§ Task
Emit all the data exactly as provided.

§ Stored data
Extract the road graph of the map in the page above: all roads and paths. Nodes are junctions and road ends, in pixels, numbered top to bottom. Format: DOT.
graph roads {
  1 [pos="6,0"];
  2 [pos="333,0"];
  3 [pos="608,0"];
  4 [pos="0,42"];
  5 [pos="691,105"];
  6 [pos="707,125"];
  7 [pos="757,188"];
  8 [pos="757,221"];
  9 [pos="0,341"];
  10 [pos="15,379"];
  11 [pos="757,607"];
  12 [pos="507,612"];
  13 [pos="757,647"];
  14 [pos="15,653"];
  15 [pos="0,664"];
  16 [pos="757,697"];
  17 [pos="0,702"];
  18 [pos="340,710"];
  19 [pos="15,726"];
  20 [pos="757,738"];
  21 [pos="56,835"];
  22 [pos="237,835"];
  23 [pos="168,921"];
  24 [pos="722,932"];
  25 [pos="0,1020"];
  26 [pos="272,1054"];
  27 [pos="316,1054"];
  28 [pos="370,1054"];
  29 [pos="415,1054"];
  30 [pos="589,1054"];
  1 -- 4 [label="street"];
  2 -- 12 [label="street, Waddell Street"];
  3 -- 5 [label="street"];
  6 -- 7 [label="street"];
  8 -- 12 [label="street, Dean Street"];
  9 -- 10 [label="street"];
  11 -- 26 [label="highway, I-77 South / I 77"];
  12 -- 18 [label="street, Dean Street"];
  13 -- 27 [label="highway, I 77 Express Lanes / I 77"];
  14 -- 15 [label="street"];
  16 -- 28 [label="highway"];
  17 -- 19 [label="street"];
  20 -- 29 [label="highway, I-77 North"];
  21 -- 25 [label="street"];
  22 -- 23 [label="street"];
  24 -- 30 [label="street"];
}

§ Expected output
Extract the road graph of the map in the page above: all roads and paths. Nodes are junctions and road ends, in pixels, numbered top to bottom. Format: DOT.
graph roads {
  1 [pos="6,0"];
  2 [pos="333,0"];
  3 [pos="608,0"];
  4 [pos="0,42"];
  5 [pos="691,105"];
  6 [pos="707,125"];
  7 [pos="757,188"];
  8 [pos="757,221"];
  9 [pos="0,341"];
  10 [pos="15,379"];
  11 [pos="757,607"];
  12 [pos="507,612"];
  13 [pos="757,647"];
  14 [pos="15,653"];
  15 [pos="0,664"];
  16 [pos="757,697"];
  17 [pos="0,702"];
  18 [pos="340,710"];
  19 [pos="15,726"];
  20 [pos="757,738"];
  21 [pos="56,835"];
  22 [pos="237,835"];
  23 [pos="168,921"];
  24 [pos="722,932"];
  25 [pos="0,1020"];
  26 [pos="272,1054"];
  27 [pos="316,1054"];
  28 [pos="370,1054"];
  29 [pos="415,1054"];
  30 [pos="589,1054"];
  1 -- 4 [label="street"];
  2 -- 12 [label="street, Waddell Street"];
  3 -- 5 [label="street"];
  6 -- 7 [label="street"];
  8 -- 12 [label="street, Dean Street"];
  9 -- 10 [label="street"];
  11 -- 26 [label="highway, I-77 South / I 77"];
  12 -- 18 [label="street, Dean Street"];
  13 -- 27 [label="highway, I 77 Express Lanes / I 77"];
  14 -- 15 [label="street"];
  16 -- 28 [label="highway"];
  17 -- 19 [label="street"];
  20 -- 29 [label="highway, I-77 North"];
  21 -- 25 [label="street"];
  22 -- 23 [label="street"];
  24 -- 30 [label="street"];
}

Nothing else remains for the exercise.